ROMAN
Éditions du Rocher
1873. Jenny Doussmann vit dans le Wisconsin avec ses parents, émigrés allemands exploitant une ferme, jusqu’au jour où ces derniers trouvent la mort de manière brutale, victimes collatérales de la grande crise financière qui frappe l’est des États-Unis. En compagnie de son frère Otto, vétéran d’une guerre de Sécession qui hante encore tous les esprits, elle part chasser le bison dans les Grandes Plaines pour démarrer une nouvelle vie. Ils sont accompagnés d’un ancien soldat confédéré, Raleigh McKey, et d’un indien métisse, Two Shields. Les Éditions du Rocher publient pour la première fois en France, dans leur collection Nuage Rouge dédiée aux Indiens d’Amérique du Nord, ce grand roman de l’auteur Robert F. Jones paru en 1996.
L’Agonie des Grandes Plaines, c’est tout d’abord une épopée, de celles qui se déroulent dans ce que l’on a coutume d’appeler l’Ouest sauvage, à une époque où les États-Unis deviennent une grande puissance, à mesure que se déploie le chemin de fer. Malgré la sombre, et parfois même effrayante description qu’en fait son frère, Jenny veut partir avec lui sur le territoire des bisons et des indiens. « L’Amérique est une terre bien dure » pense Jenny, qui n’est en effet pas au bout de ses surprises et surtout de ses désillusions ! Robert F. Jones (1934-2002) brosse le portrait d’une femme forte et déterminée. Il n’est nulle question ici de chasseurs du dimanche habillés en gilets fluos, tirant sur des sangliers sans défense, mais d’hommes et de femmes contraints de survivre dans un milieu pour le moins hostile, luttant contre les éléments et le relief, risquant souvent leurs vies lors de la chasse ou de luttes contre les indiens.
« La seule chose capable de menacer les rythmes immémoriaux des grands pâturages à bisons, c’était la civilisation »
Cette nature abondante que dépeint Jones, c’est aussi un formidable écosystème, comme nous le rappelle le romancier lors de descriptions lyriques d’une nature belle et sauvage, luxuriante lorsqu’on la laisse libre. Mais encore une fois l’homme vient bouleverser tout cela. L’agonie, c’est d’ailleurs aussi celle des tribus indiennes, décimées par l’homme blanc dans une lutte inégale. Sans idéaliser aucunement un camp ou l’autre, Robert F. Jones va rapprocher ces deux civilisations, ces deux cultures, union improbable s’incarnant dans le personnage du métis cheyenne Two Shields, qui jouera un rôle clé dans le destin de Jenny et son frère. C’est par son entremise que ces derniers (et le lecteur par la même occasion), vont apprendre à connaître la culture indienne.

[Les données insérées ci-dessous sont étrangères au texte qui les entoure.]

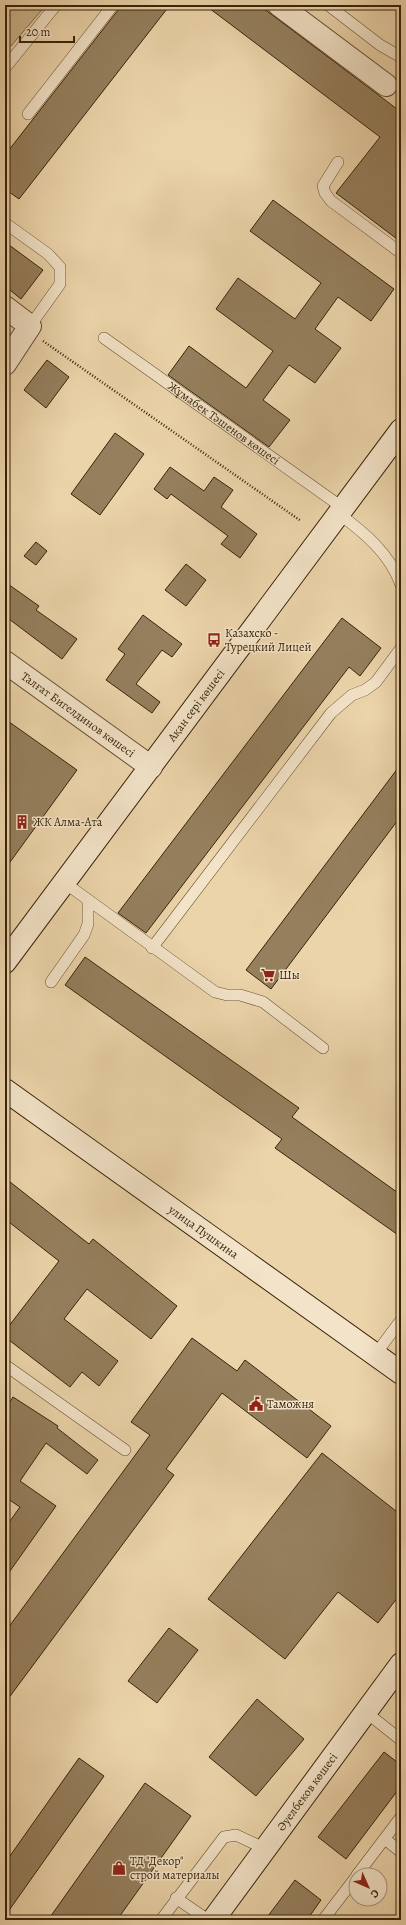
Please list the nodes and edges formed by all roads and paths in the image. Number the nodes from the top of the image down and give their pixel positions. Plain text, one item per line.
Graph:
1 (56, 5) edge
2 (113, 5) edge
3 (279, 5) edge
4 (328, 5) edge
5 (401, 57) edge
6 (5, 68) edge
7 (386, 86) dead end
8 (28, 114) dead end
9 (338, 162) dead end
10 (5, 223) edge
11 (401, 253) edge
12 (5, 307) edge
13 (29, 328) junction
14 (104, 338) dead end
15 (5, 364) edge
16 (401, 430) edge
17 (341, 511) junction
18 (301, 521) dead end
19 (401, 585) edge
20 (401, 648) edge
21 (5, 662) edge
22 (151, 767) junction
23 (65, 883) junction
24 (88, 900) junction
25 (152, 948) junction
26 (5, 962) edge
27 (51, 982) dead end
28 (323, 1048) dead end
29 (5, 1090) edge
30 (401, 1320) edge
31 (375, 1355) junction
32 (5, 1365) edge
33 (401, 1373) edge
34 (125, 1450) dead end
35 (401, 1664) edge
36 (367, 1713) junction
37 (401, 1740) edge
38 (401, 1817) edge
39 (385, 1839) junction
40 (266, 1849) junction
41 (401, 1852) edge
42 (364, 1867) edge
43 (348, 1888) edge
44 (176, 1898) junction
45 (161, 1920) edge
46 (208, 1920) edge
47 (213, 1920) edge
48 (323, 1920) edge

1 - 6 lane
2 - 8 lane
3 - 7 street
4 - 5 lane
9 - 11 lane
10 - 13 lane
12 - 13 street
13 - 15 street
13 - 18 path
14 - 17 lane, Жұмабек Тәшенов көшесі
16 - 17 street, Ақан сері көшесі
17 - 19 lane, Жұмабек Тәшенов көшесі
17 - 22 street, Ақан сері көшесі
20 - 25 lane
21 - 22 street, Талғат Бигелдинов көшесі
22 - 23 street, Ақан сері көшесі
23 - 24 lane
23 - 26 street, Ақан сері көшесі
24 - 25 lane
24 - 27 lane
25 - 28 lane
29 - 31 street, улица Пушкина
30 - 31 lane
31 - 33 street, улица Пушкина
32 - 34 lane
35 - 36 street, Әуелбеков көшесі
36 - 37 lane
36 - 40 street, Әуелбеков көшесі
38 - 39 lane
39 - 41 lane
39 - 42 lane
40 - 44 lane
40 - 47 street, Әуелбеков көшесі
43 - 48 lane
44 - 45 lane
44 - 46 lane

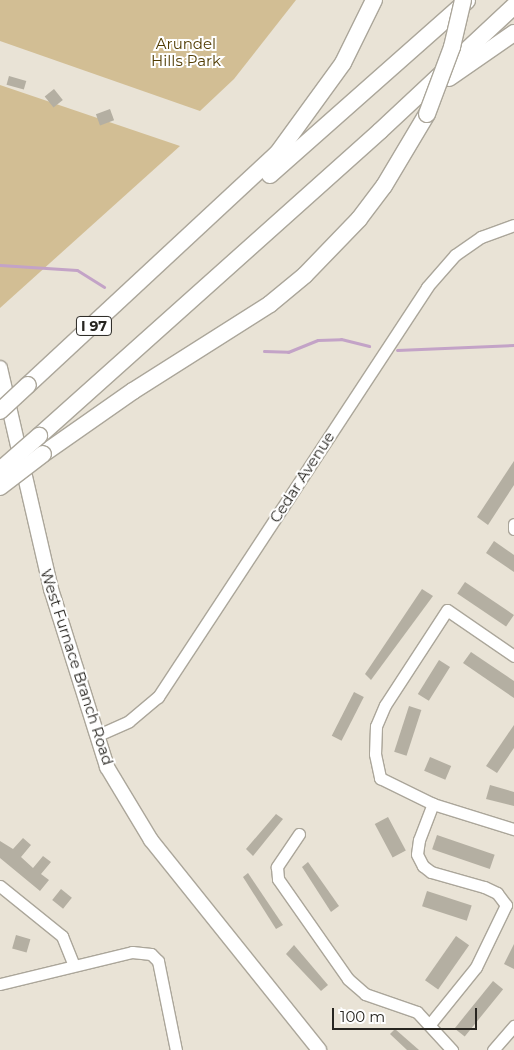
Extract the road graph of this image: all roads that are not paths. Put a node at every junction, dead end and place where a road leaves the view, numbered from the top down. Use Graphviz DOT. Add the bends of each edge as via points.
graph roads {
  1 [pos="374,0"];
  2 [pos="463,0"];
  3 [pos="468,0"];
  4 [pos="514,6"];
  5 [pos="514,33"];
  6 [pos="380,131"];
  7 [pos="514,225"];
  8 [pos="134,289"];
  9 [pos="0,368"];
  10 [pos="0,411"];
  11 [pos="0,470"];
  12 [pos="0,487"];
  13 [pos="514,524"];
  14 [pos="514,529"];
  15 [pos="514,656"];
  16 [pos="96,736"];
  17 [pos="433,804"];
  18 [pos="514,829"];
  19 [pos="299,834"];
  20 [pos="0,886"];
  21 [pos="74,965"];
  22 [pos="0,984"];
  23 [pos="430,1024"];
  24 [pos="514,1026"];
  25 [pos="176,1050"];
  26 [pos="318,1050"];
  27 [pos="452,1050"];
  28 [pos="493,1050"];
  1 -- 8 [label="highway" via="343,63 295,134 252,180"];
  2 -- 12 [label="highway, bridge" via="452,47 427,114 384,186 305,275 270,304 133,391"];
  3 -- 8 [label="highway"];
  4 -- 6 [label="highway"];
  5 -- 6 [label="highway"];
  6 -- 11 [label="highway, bridge"];
  7 -- 16 [label="street, Cedar Avenue" via="481,237 455,255 427,287 158,697 129,721"];
  8 -- 10 [label="highway, I 97, bridge"];
  9 -- 16 [label="main road, West Furnace Branch Road" via="50,589"];
  13 -- 14 [label="street"];
  15 -- 17 [label="street" via="447,610 385,704 376,726 375,754 380,778"];
  16 -- 26 [label="main road, West Furnace Branch Road" via="120,792 151,840"];
  17 -- 18 [label="street"];
  17 -- 23 [label="street" via="419,840 418,854 423,866 431,872 497,893 506,905 476,967"];
  19 -- 23 [label="street" via="278,867 278,879 348,979 365,994 406,1006"];
  20 -- 21 [label="street" via="62,936"];
  21 -- 22 [label="street"];
  21 -- 25 [label="street" via="132,952 151,954 158,961"];
  23 -- 27 [label="street"];
  24 -- 28 [label="street"];
}
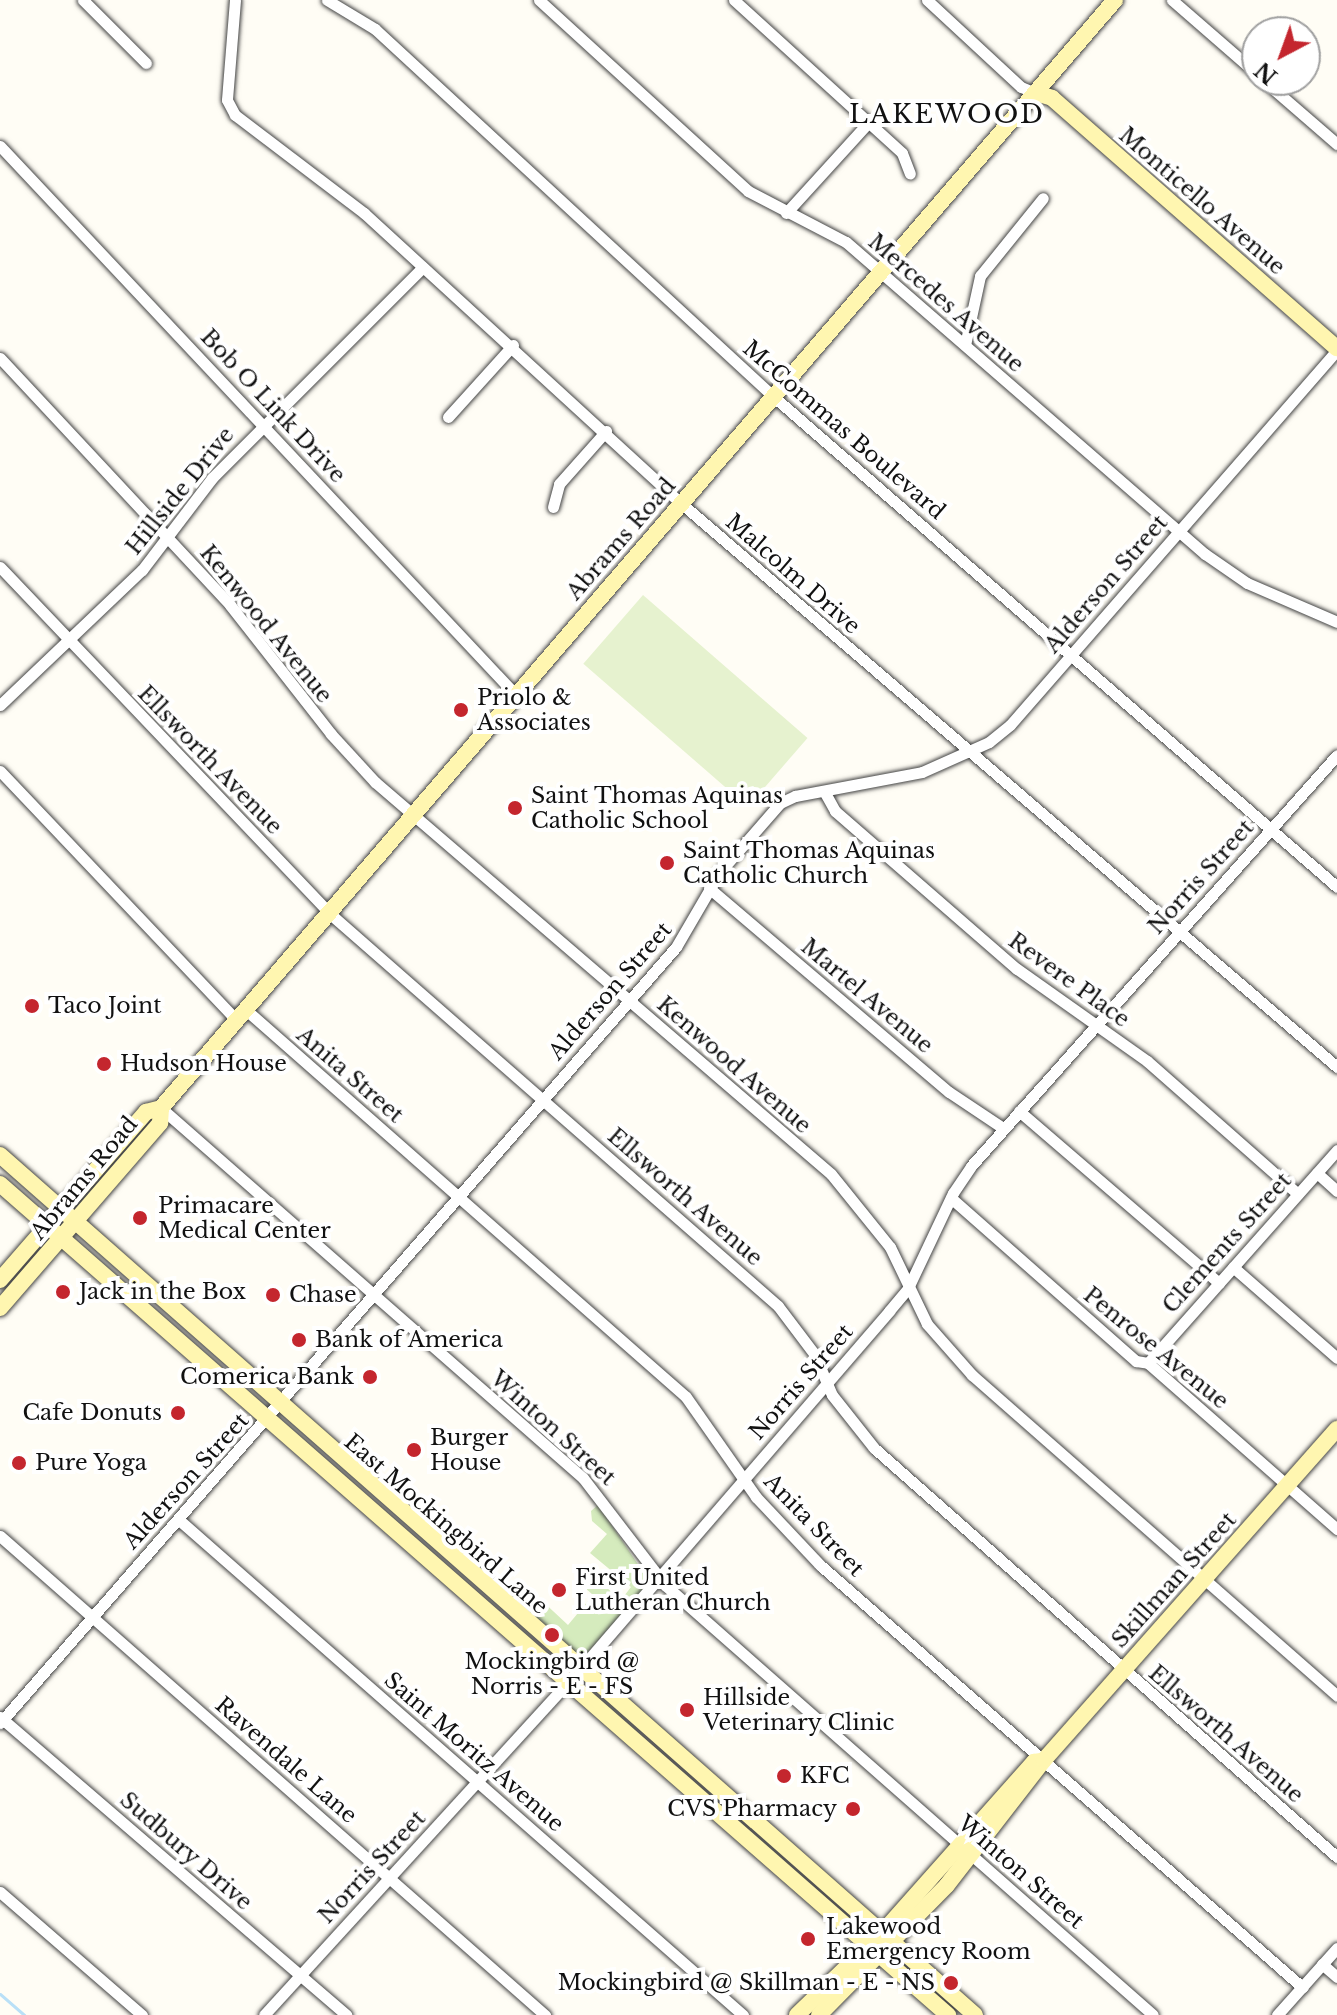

Robert F. Jones, par ailleurs journaliste, s’est beaucoup documenté en vue de la rédaction de ce roman, y incluant de nombreuses descriptions, qu’il s’agisse de la vie quotidienne des Indiens, de l’histoire des États-Unis ou encore de la chasse au bison. Dans L’Agonie des Grandes Plaines, l’écriture de Robert F. Jones incarne avec brio la violence inhérente à l’Ouest américain, sa noirceur aussi, à l’image de ce chemin de fer jonché de squelettes de bisons, vision d’apocalypse. « Tout le monde parvenait à s’habituer à la laideur de la mort », écrit l’auteur, livrant une version sans concession de la vie des pionniers américains. Parcourir les plaines agonisantes, c’est enfin mieux comprendre ce qu’est l’Amérique d’aujourd’hui, et le terreau de violence sur lequel elle a prospéré.